What you have to do
All lines holding the string "Dames" should be copied from the data below.

Excerpted data
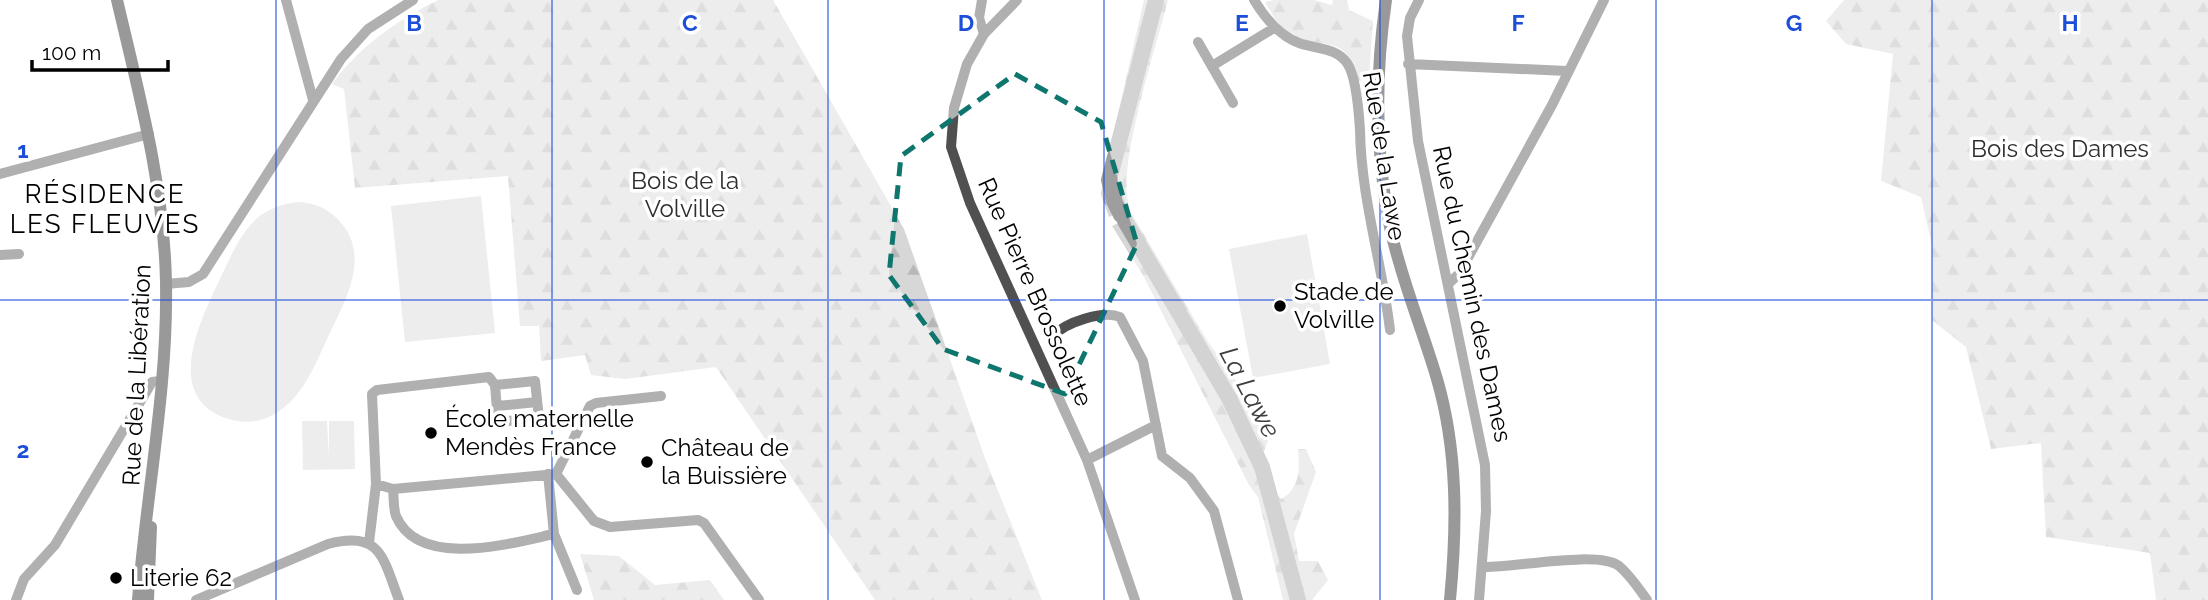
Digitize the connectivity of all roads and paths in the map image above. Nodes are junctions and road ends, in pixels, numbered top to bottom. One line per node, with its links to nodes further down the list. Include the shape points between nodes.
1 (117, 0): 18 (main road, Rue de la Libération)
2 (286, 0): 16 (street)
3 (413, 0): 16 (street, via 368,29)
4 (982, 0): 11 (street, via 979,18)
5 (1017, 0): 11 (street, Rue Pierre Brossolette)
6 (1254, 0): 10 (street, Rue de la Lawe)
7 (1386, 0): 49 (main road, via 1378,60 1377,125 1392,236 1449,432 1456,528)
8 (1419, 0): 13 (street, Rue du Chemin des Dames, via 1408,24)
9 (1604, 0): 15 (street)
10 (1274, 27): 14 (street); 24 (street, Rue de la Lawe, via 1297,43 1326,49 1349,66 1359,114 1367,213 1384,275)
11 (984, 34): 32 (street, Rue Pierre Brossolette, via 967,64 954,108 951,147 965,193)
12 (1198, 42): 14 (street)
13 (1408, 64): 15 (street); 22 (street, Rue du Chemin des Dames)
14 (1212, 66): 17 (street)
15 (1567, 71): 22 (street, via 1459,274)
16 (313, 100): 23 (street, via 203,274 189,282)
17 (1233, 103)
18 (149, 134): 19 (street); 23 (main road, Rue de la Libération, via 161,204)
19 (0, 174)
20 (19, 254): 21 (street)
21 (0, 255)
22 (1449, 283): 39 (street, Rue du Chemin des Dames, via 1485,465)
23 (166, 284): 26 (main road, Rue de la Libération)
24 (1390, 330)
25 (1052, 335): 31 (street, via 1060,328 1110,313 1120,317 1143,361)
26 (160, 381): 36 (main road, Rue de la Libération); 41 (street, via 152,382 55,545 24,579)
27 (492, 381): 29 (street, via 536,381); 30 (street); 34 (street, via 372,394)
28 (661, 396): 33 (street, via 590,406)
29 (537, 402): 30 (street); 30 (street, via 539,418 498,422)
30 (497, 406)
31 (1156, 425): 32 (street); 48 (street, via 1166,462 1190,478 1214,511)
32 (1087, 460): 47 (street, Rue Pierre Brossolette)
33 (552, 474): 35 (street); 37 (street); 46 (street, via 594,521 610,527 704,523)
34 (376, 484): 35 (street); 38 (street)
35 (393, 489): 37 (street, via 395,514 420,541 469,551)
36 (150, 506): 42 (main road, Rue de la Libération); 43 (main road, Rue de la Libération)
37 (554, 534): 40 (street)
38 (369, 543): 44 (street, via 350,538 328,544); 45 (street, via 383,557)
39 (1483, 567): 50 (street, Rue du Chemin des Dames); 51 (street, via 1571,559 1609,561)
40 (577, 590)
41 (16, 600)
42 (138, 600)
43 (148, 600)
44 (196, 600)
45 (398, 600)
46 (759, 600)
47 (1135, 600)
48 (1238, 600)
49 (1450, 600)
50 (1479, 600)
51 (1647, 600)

Written solution
8 (1419, 0): 13 (street, Rue du Chemin des Dames, via 1408,24)
13 (1408, 64): 15 (street); 22 (street, Rue du Chemin des Dames)
22 (1449, 283): 39 (street, Rue du Chemin des Dames, via 1485,465)
39 (1483, 567): 50 (street, Rue du Chemin des Dames); 51 (street, via 1571,559 1609,561)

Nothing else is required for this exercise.